▸ **YOUR GOAL**: Pictures excluded, copy all of the data below exactly.

▸ **EXTRACTED MATERIAL**:
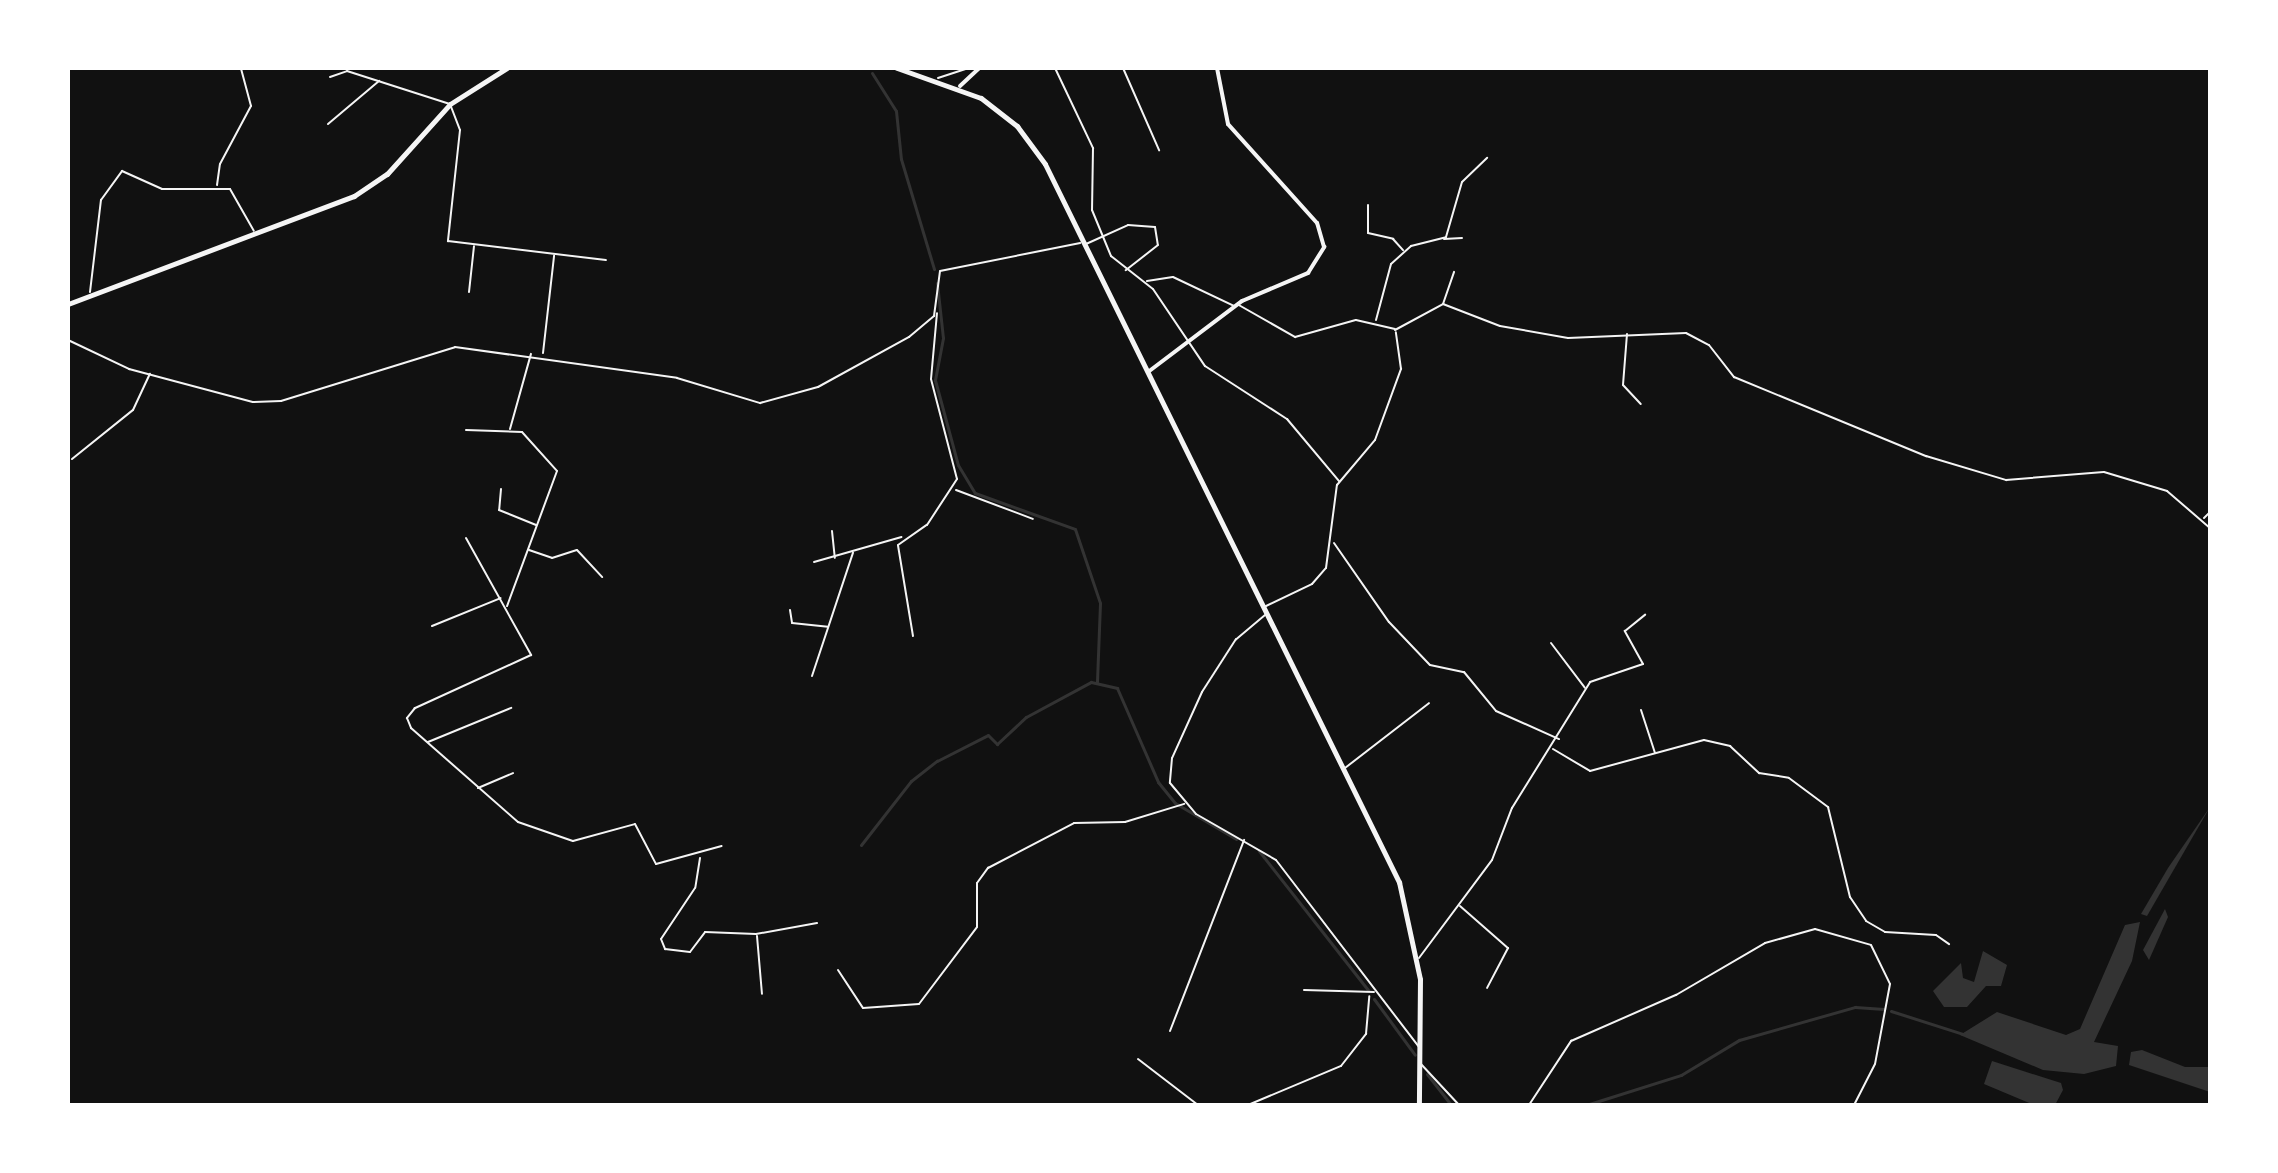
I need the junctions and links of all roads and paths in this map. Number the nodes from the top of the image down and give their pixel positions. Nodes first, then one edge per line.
1 (241, 68) edge
2 (507, 68) edge
3 (897, 68) edge
4 (969, 68) edge
5 (979, 68) edge
6 (1055, 68) edge
7 (1123, 68) edge
8 (1217, 68) edge
9 (341, 70) edge
10 (330, 77) dead end
11 (938, 78) junction
12 (380, 80) junction
13 (960, 86) junction
14 (450, 104) junction
15 (328, 124) dead end
16 (1159, 150) dead end
17 (1487, 158) dead end
18 (217, 187) junction
19 (1368, 205) dead end
20 (255, 232) junction
21 (1100, 238) junction
22 (1462, 238) dead end
23 (1443, 239) junction
24 (1084, 243) junction
25 (474, 245) junction
26 (1403, 251) junction
27 (554, 254) junction
28 (606, 260) dead end
29 (1126, 270) junction
30 (1454, 272) dead end
31 (1146, 282) junction
32 (90, 292) junction
33 (469, 292) dead end
34 (68, 304) edge
35 (1443, 304) junction
36 (1236, 305) junction
37 (937, 307) junction
38 (1376, 320) junction
39 (1395, 330) junction
40 (1628, 333) junction
41 (68, 340) edge
42 (1187, 344) junction
43 (532, 353) junction
44 (543, 355) junction
45 (1148, 372) junction
46 (150, 374) junction
47 (1641, 404) dead end
48 (510, 429) junction
49 (466, 430) dead end
50 (72, 459) dead end
51 (1339, 481) junction
52 (501, 489) dead end
53 (955, 490) junction
54 (2210, 512) edge
55 (1033, 519) dead end
56 (2203, 519) junction
57 (537, 526) junction
58 (2210, 528) edge
59 (832, 531) dead end
60 (905, 536) junction
61 (466, 538) dead end
62 (1333, 542) junction
63 (528, 550) junction
64 (853, 553) junction
65 (835, 558) junction
66 (814, 562) dead end
67 (602, 577) dead end
68 (501, 598) junction
69 (507, 606) junction
70 (790, 610) dead end
71 (1264, 611) junction
72 (1645, 615) dead end
73 (432, 626) dead end
74 (828, 627) junction
75 (913, 636) dead end
76 (1551, 643) dead end
77 (812, 676) dead end
78 (1586, 689) junction
79 (1429, 703) dead end
80 (511, 708) dead end
81 (1641, 710) dead end
82 (1559, 739) junction
83 (428, 742) junction
84 (1553, 749) junction
85 (1655, 753) junction
86 (1343, 769) junction
87 (513, 773) dead end
88 (478, 788) junction
89 (1183, 804) junction
90 (1245, 838) junction
91 (722, 846) dead end
92 (700, 857) junction
93 (1459, 905) junction
94 (817, 923) dead end
95 (756, 934) junction
96 (1949, 944) dead end
97 (1418, 959) junction
98 (838, 970) dead end
99 (1487, 988) dead end
100 (1304, 990) dead end
101 (1374, 992) junction
102 (762, 994) dead end
103 (1369, 996) junction
104 (1170, 1031) dead end
105 (1420, 1048) junction
106 (1138, 1059) dead end
107 (1420, 1063) junction
108 (1198, 1105) edge
109 (1248, 1105) edge
110 (1419, 1105) edge
111 (1459, 1105) edge
112 (1529, 1105) edge
113 (1854, 1105) edge

1 - 18 lane
2 - 14 street
3 - 11 street
4 - 11 lane
5 - 13 street
6 - 21 lane
7 - 16 lane
8 - 36 street
9 - 10 lane
9 - 12 lane
11 - 13 street
12 - 14 lane
12 - 15 lane
13 - 24 street
14 - 20 street
14 - 25 lane
17 - 23 lane
18 - 20 lane
18 - 32 lane
19 - 26 lane
20 - 32 street
21 - 24 lane
21 - 29 lane
21 - 29 lane
22 - 23 lane
23 - 26 lane
24 - 37 lane
24 - 45 street
25 - 27 lane
25 - 33 lane
26 - 38 lane
27 - 28 lane
27 - 44 lane
29 - 31 lane
30 - 35 lane
31 - 36 lane
31 - 42 lane
32 - 34 street
35 - 39 lane
35 - 40 lane
36 - 38 lane
36 - 42 street
37 - 44 lane
37 - 53 lane
38 - 39 lane
39 - 51 lane
40 - 47 lane
40 - 56 lane
41 - 46 lane
42 - 45 street
42 - 51 lane
43 - 44 lane
43 - 46 lane
43 - 48 lane
45 - 71 street
46 - 50 lane
48 - 49 lane
48 - 57 lane
51 - 62 lane
52 - 57 lane
53 - 55 lane
53 - 60 lane
54 - 56 lane
56 - 58 lane
57 - 63 lane
59 - 65 lane
60 - 64 lane
60 - 75 lane
61 - 68 lane
62 - 71 lane
62 - 82 lane
63 - 67 lane
63 - 69 lane
64 - 65 lane
64 - 74 lane
65 - 66 lane
68 - 69 lane
68 - 73 lane
69 - 83 lane
70 - 74 lane
71 - 86 street
71 - 89 lane
72 - 78 lane
74 - 77 lane
76 - 78 lane
78 - 82 lane
79 - 86 lane
80 - 83 lane
81 - 85 lane
82 - 84 lane
83 - 88 lane
84 - 85 lane
84 - 93 lane
85 - 96 lane
86 - 97 street
87 - 88 lane
88 - 92 lane
89 - 90 lane
89 - 98 lane
90 - 101 lane
90 - 104 lane
91 - 92 lane
92 - 95 lane
93 - 97 lane
93 - 99 lane
94 - 95 lane
95 - 102 lane
97 - 105 street
100 - 103 lane
101 - 103 lane
101 - 105 lane
103 - 109 lane
105 - 107 street
106 - 108 lane
107 - 110 street
107 - 111 lane
112 - 113 lane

▸ **SOLVED EXERCISE**:
I need the junctions and links of all roads and paths in this map. Number the nodes from the top of the image down and give their pixel positions. Nodes first, then one edge per line.
1 (241, 68) edge
2 (507, 68) edge
3 (897, 68) edge
4 (969, 68) edge
5 (979, 68) edge
6 (1055, 68) edge
7 (1123, 68) edge
8 (1217, 68) edge
9 (341, 70) edge
10 (330, 77) dead end
11 (938, 78) junction
12 (380, 80) junction
13 (960, 86) junction
14 (450, 104) junction
15 (328, 124) dead end
16 (1159, 150) dead end
17 (1487, 158) dead end
18 (217, 187) junction
19 (1368, 205) dead end
20 (255, 232) junction
21 (1100, 238) junction
22 (1462, 238) dead end
23 (1443, 239) junction
24 (1084, 243) junction
25 (474, 245) junction
26 (1403, 251) junction
27 (554, 254) junction
28 (606, 260) dead end
29 (1126, 270) junction
30 (1454, 272) dead end
31 (1146, 282) junction
32 (90, 292) junction
33 (469, 292) dead end
34 (68, 304) edge
35 (1443, 304) junction
36 (1236, 305) junction
37 (937, 307) junction
38 (1376, 320) junction
39 (1395, 330) junction
40 (1628, 333) junction
41 (68, 340) edge
42 (1187, 344) junction
43 (532, 353) junction
44 (543, 355) junction
45 (1148, 372) junction
46 (150, 374) junction
47 (1641, 404) dead end
48 (510, 429) junction
49 (466, 430) dead end
50 (72, 459) dead end
51 (1339, 481) junction
52 (501, 489) dead end
53 (955, 490) junction
54 (2210, 512) edge
55 (1033, 519) dead end
56 (2203, 519) junction
57 (537, 526) junction
58 (2210, 528) edge
59 (832, 531) dead end
60 (905, 536) junction
61 (466, 538) dead end
62 (1333, 542) junction
63 (528, 550) junction
64 (853, 553) junction
65 (835, 558) junction
66 (814, 562) dead end
67 (602, 577) dead end
68 (501, 598) junction
69 (507, 606) junction
70 (790, 610) dead end
71 (1264, 611) junction
72 (1645, 615) dead end
73 (432, 626) dead end
74 (828, 627) junction
75 (913, 636) dead end
76 (1551, 643) dead end
77 (812, 676) dead end
78 (1586, 689) junction
79 (1429, 703) dead end
80 (511, 708) dead end
81 (1641, 710) dead end
82 (1559, 739) junction
83 (428, 742) junction
84 (1553, 749) junction
85 (1655, 753) junction
86 (1343, 769) junction
87 (513, 773) dead end
88 (478, 788) junction
89 (1183, 804) junction
90 (1245, 838) junction
91 (722, 846) dead end
92 (700, 857) junction
93 (1459, 905) junction
94 (817, 923) dead end
95 (756, 934) junction
96 (1949, 944) dead end
97 (1418, 959) junction
98 (838, 970) dead end
99 (1487, 988) dead end
100 (1304, 990) dead end
101 (1374, 992) junction
102 (762, 994) dead end
103 (1369, 996) junction
104 (1170, 1031) dead end
105 (1420, 1048) junction
106 (1138, 1059) dead end
107 (1420, 1063) junction
108 (1198, 1105) edge
109 (1248, 1105) edge
110 (1419, 1105) edge
111 (1459, 1105) edge
112 (1529, 1105) edge
113 (1854, 1105) edge

1 - 18 lane
2 - 14 street
3 - 11 street
4 - 11 lane
5 - 13 street
6 - 21 lane
7 - 16 lane
8 - 36 street
9 - 10 lane
9 - 12 lane
11 - 13 street
12 - 14 lane
12 - 15 lane
13 - 24 street
14 - 20 street
14 - 25 lane
17 - 23 lane
18 - 20 lane
18 - 32 lane
19 - 26 lane
20 - 32 street
21 - 24 lane
21 - 29 lane
21 - 29 lane
22 - 23 lane
23 - 26 lane
24 - 37 lane
24 - 45 street
25 - 27 lane
25 - 33 lane
26 - 38 lane
27 - 28 lane
27 - 44 lane
29 - 31 lane
30 - 35 lane
31 - 36 lane
31 - 42 lane
32 - 34 street
35 - 39 lane
35 - 40 lane
36 - 38 lane
36 - 42 street
37 - 44 lane
37 - 53 lane
38 - 39 lane
39 - 51 lane
40 - 47 lane
40 - 56 lane
41 - 46 lane
42 - 45 street
42 - 51 lane
43 - 44 lane
43 - 46 lane
43 - 48 lane
45 - 71 street
46 - 50 lane
48 - 49 lane
48 - 57 lane
51 - 62 lane
52 - 57 lane
53 - 55 lane
53 - 60 lane
54 - 56 lane
56 - 58 lane
57 - 63 lane
59 - 65 lane
60 - 64 lane
60 - 75 lane
61 - 68 lane
62 - 71 lane
62 - 82 lane
63 - 67 lane
63 - 69 lane
64 - 65 lane
64 - 74 lane
65 - 66 lane
68 - 69 lane
68 - 73 lane
69 - 83 lane
70 - 74 lane
71 - 86 street
71 - 89 lane
72 - 78 lane
74 - 77 lane
76 - 78 lane
78 - 82 lane
79 - 86 lane
80 - 83 lane
81 - 85 lane
82 - 84 lane
83 - 88 lane
84 - 85 lane
84 - 93 lane
85 - 96 lane
86 - 97 street
87 - 88 lane
88 - 92 lane
89 - 90 lane
89 - 98 lane
90 - 101 lane
90 - 104 lane
91 - 92 lane
92 - 95 lane
93 - 97 lane
93 - 99 lane
94 - 95 lane
95 - 102 lane
97 - 105 street
100 - 103 lane
101 - 103 lane
101 - 105 lane
103 - 109 lane
105 - 107 street
106 - 108 lane
107 - 110 street
107 - 111 lane
112 - 113 lane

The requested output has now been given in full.